Source data
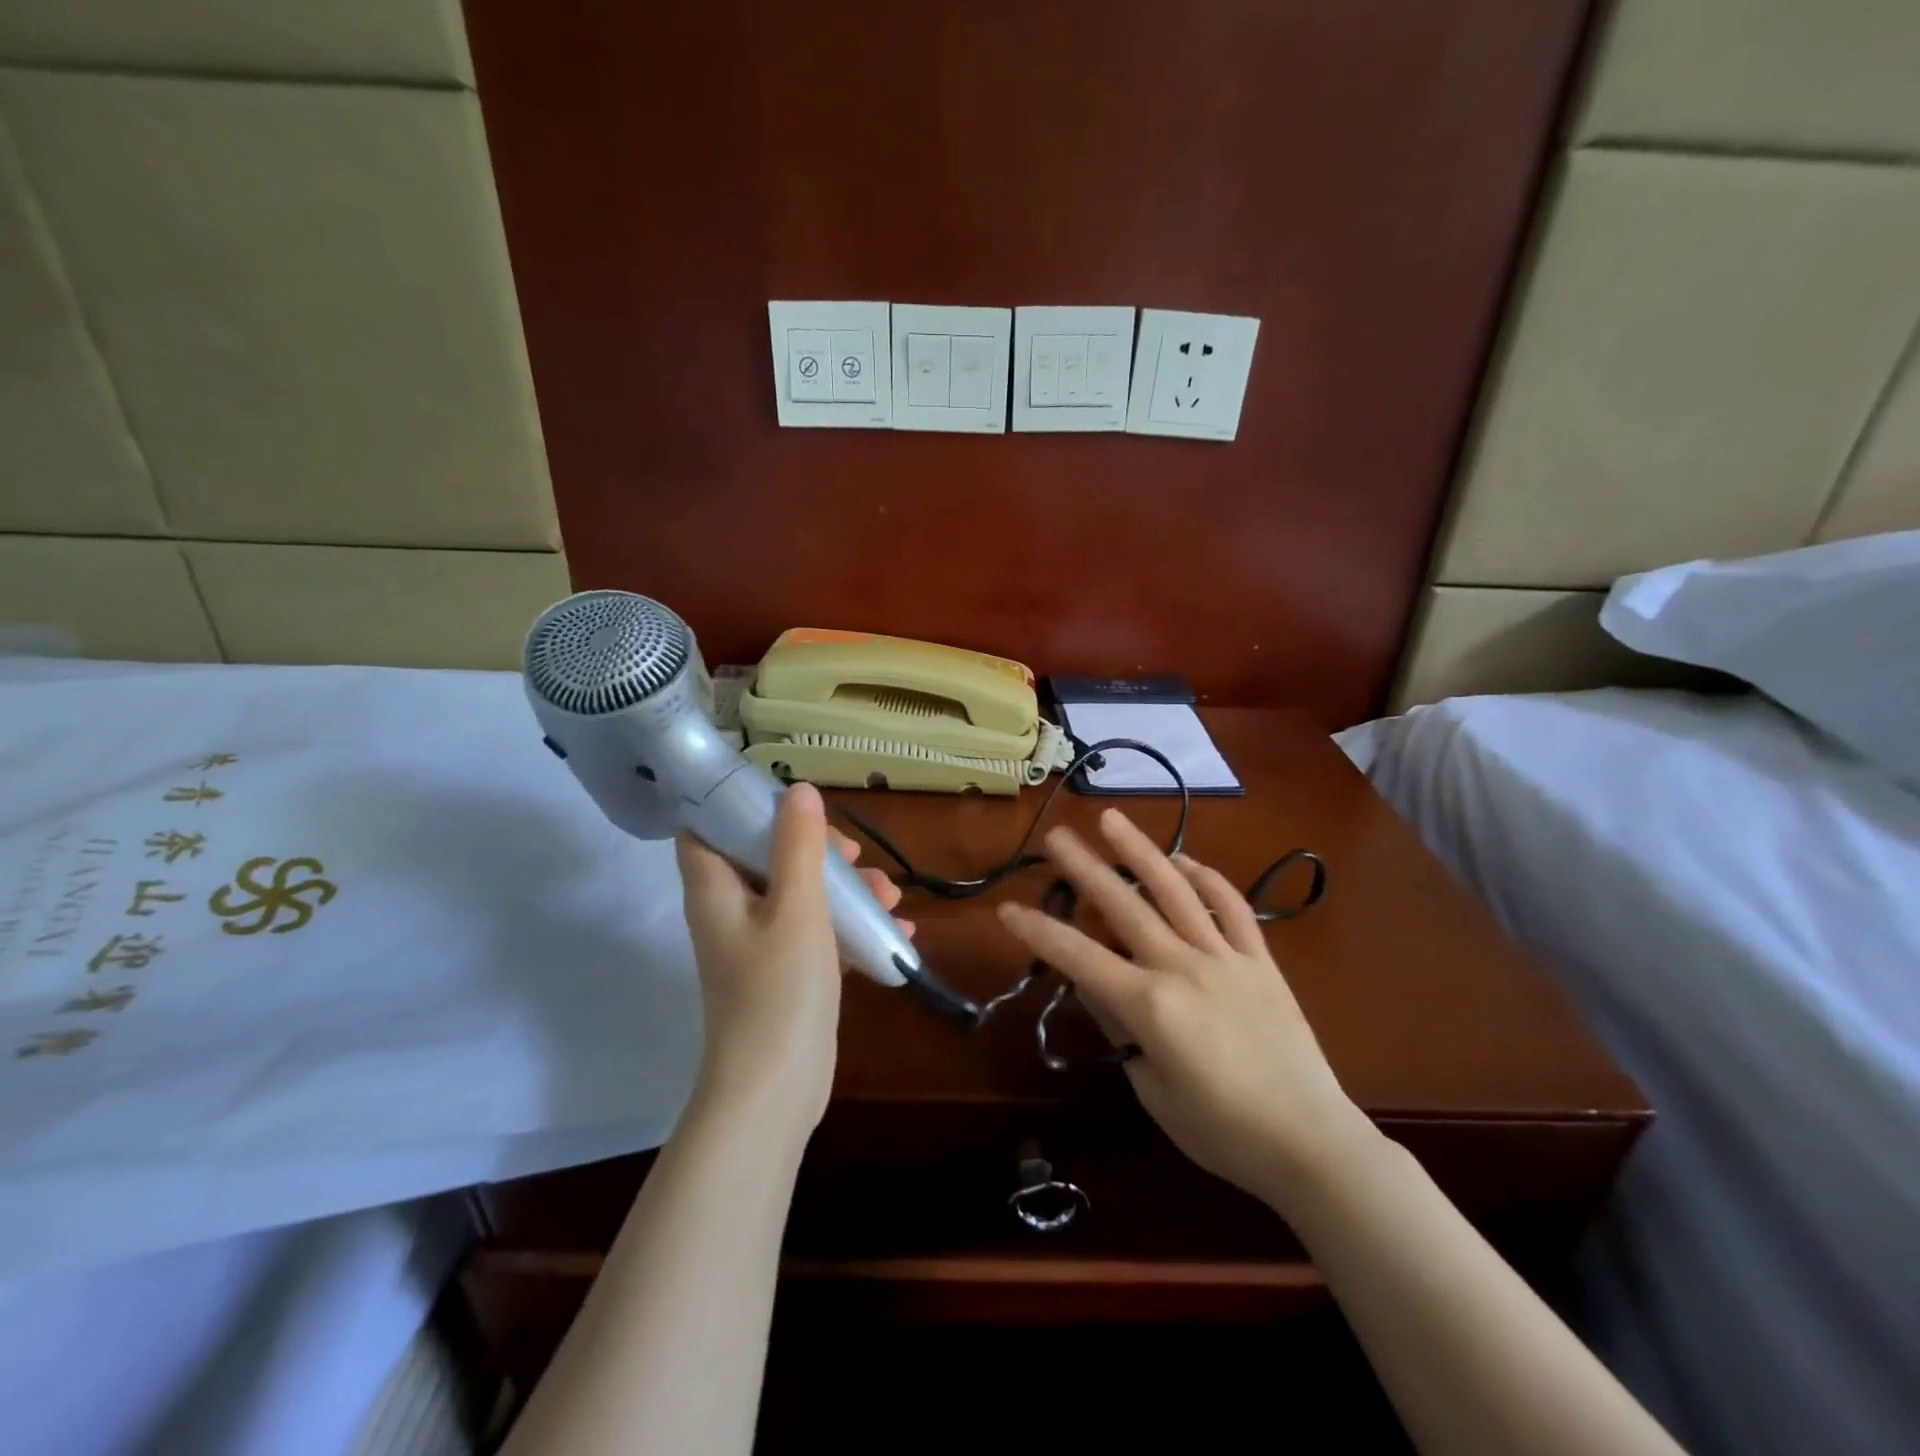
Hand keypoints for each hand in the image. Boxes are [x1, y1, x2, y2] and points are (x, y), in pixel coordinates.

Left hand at [676, 782, 911, 1140]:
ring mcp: (758, 945)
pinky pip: (817, 932)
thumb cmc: (779, 989)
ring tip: (890, 896)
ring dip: (843, 888)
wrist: (776, 1090)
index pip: (705, 828)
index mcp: (716, 890)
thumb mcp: (796, 907)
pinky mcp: (785, 973)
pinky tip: (895, 929)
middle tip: (853, 854)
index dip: (737, 805)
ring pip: (799, 894)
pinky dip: (849, 925)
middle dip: (814, 848)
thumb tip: (797, 789)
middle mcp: (731, 912)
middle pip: (765, 856)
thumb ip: (798, 845)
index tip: (788, 799)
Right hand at [996, 809, 1373, 1208]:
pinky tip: (1185, 862)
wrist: (1311, 1143)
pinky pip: (1232, 908)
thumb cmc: (1223, 1131)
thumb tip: (1095, 988)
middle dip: (1085, 868)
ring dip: (1141, 852)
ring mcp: (1225, 957)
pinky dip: (1207, 879)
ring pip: (1176, 891)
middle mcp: (1183, 967)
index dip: (1039, 932)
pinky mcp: (1261, 960)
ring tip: (1113, 820)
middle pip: (1124, 906)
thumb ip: (1122, 1031)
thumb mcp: (1154, 1091)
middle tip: (1056, 835)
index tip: (1007, 909)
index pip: (1080, 958)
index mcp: (1151, 1005)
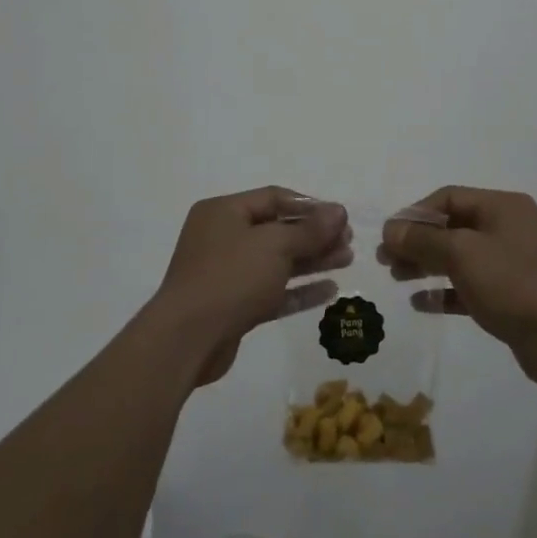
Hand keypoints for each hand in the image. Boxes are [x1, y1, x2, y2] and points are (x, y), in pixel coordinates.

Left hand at [152, 188, 349, 385]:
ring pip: (278, 261)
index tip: (340, 217)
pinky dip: (299, 289)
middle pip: (278, 229)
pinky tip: (330, 290)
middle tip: (348, 241)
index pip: (274, 198)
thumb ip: (310, 229)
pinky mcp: (234, 306)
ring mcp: (227, 274)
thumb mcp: (274, 245)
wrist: (188, 339)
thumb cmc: (230, 277)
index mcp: (224, 212)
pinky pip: (273, 291)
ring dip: (312, 260)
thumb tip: (339, 211)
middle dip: (315, 235)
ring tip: (347, 260)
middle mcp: (223, 238)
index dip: (310, 206)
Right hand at [380, 187, 536, 385]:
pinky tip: (420, 302)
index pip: (449, 197)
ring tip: (396, 278)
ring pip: (459, 256)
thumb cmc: (511, 283)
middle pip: (452, 227)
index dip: (415, 213)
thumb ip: (423, 239)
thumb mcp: (462, 254)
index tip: (389, 235)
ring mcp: (511, 262)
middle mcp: (508, 228)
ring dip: (426, 264)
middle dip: (417, 241)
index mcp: (503, 207)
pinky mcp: (510, 294)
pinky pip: (469, 285)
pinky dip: (445, 290)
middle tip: (385, 259)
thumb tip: (390, 229)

Task requirements
Write down again, exactly as given, only the lines above that fall from the line with "middle pip: (278, 229)" to the line with "index mcp: (224, 212)", inclusive.

Solution for this problem
middle pip: (278, 229)
pinky tip: (330, 290)
middle tip: (348, 241)
index pip: (274, 198)
thumb ip: (310, 229)
pinky mcp: (234, 306)
ring mcp: (227, 274)
thumb mcp: (274, 245)
wrist: (188, 339)
thumb cmc: (230, 277)
index mcp: (224, 212)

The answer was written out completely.